**Exercise description:**
Nothing should be left out: output all of the entries exactly.
[Opening Material for this task section]
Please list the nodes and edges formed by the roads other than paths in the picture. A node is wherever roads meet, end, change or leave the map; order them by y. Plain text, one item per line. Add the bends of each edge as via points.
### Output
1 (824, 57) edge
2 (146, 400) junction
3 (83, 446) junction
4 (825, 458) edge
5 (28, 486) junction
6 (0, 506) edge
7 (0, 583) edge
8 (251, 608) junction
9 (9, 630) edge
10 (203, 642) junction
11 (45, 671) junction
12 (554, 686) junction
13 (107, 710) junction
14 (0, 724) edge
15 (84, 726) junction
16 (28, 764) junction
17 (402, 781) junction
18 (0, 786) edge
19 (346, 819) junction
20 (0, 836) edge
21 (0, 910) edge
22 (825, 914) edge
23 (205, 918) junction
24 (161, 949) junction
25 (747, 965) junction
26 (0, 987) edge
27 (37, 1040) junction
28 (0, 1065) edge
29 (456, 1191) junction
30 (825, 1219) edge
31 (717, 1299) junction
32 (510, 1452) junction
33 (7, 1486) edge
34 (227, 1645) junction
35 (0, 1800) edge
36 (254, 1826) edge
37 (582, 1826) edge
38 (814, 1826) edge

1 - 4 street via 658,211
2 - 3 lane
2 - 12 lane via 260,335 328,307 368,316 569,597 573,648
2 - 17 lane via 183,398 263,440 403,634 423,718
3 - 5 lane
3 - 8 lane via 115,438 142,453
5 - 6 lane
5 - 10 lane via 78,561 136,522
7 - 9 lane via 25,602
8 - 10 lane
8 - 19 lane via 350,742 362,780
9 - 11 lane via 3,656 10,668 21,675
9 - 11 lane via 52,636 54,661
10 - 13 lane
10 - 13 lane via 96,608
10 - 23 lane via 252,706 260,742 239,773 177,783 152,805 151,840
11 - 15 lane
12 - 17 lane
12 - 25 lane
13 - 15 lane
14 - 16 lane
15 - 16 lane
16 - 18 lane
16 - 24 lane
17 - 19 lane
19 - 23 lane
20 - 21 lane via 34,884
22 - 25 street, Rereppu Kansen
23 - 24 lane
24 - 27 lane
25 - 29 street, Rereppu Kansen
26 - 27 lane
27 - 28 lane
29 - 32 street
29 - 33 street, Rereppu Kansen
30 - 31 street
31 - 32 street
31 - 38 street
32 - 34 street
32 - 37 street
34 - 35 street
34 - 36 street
[Closing Material for this task section]
**Answer for this exercise:**
Please list the nodes and edges formed by the roads other than paths in the picture. A node is wherever roads meet, end, change or leave the map; order them by y. Plain text, one item per line. Add the bends of each edge as via points.
### Output
1 (824, 57) edge
2 (146, 400) junction
3 (83, 446) junction
4 (825, 458) edge
5 (28, 486) junction
6 (0, 506) edge
7 (0, 583) edge
8 (251, 608) junction
9 (9, 630) edge
10 (203, 642) junction
11 (45, 671) junction
12 (554, 686) junction
13 (107, 710) junction
14 (0, 724) edge
15 (84, 726) junction
16 (28, 764) junction
17 (402, 781) junction
18 (0, 786) edge
19 (346, 819) junction
20 (0, 836) edge
21 (0, 910) edge
22 (825, 914) edge
23 (205, 918) junction
24 (161, 949) junction
25 (747, 965) junction
26 (0, 987) edge
27 (37, 1040) junction
28 (0, 1065) edge
29 (456, 1191) junction
30 (825, 1219) edge
31 (717, 1299) junction
32 (510, 1452) junction
33 (7, 1486) edge
34 (227, 1645) junction
35 (0, 1800) edge
36 (254, 1826) edge
37 (582, 1826) edge
38 (814, 1826) edge

1 - 4 street via 658,211
2 - 3 lane
2 - 12 lane via 260,335 328,307 368,316 569,597 573,648
2 - 17 lane via 183,398 263,440 403,634 423,718
3 - 5 lane
3 - 8 lane via 115,438 142,453
5 - 6 lane
5 - 10 lane via 78,561 136,522
7 - 9 lane via 25,602
8 - 10 lane
8 - 19 lane via 350,742 362,780
9 - 11 lane via 3,656 10,668 21,675
9 - 11 lane via 52,636 54,661
10 - 13 lane
10 - 13 lane via 96,608
10 - 23 lane via 252,706 260,742 239,773 177,783 152,805 151,840
11 - 15 lane
12 - 17 lane
12 - 25 lane
13 - 15 lane
14 - 16 lane
15 - 16 lane
16 - 18 lane
16 - 24 lane
17 - 19 lane
19 - 23 lane
20 - 21 lane via 34,884
22 - 25 street, Rereppu Kansen
23 - 24 lane
24 - 27 lane
25 - 29 street, Rereppu Kansen
26 - 27 lane
27 - 28 lane
29 - 32 street
29 - 33 street, Rereppu Kansen
30 - 31 street
31 - 32 street
31 - 38 street
32 - 34 street
32 - 37 street
34 - 35 street
34 - 36 street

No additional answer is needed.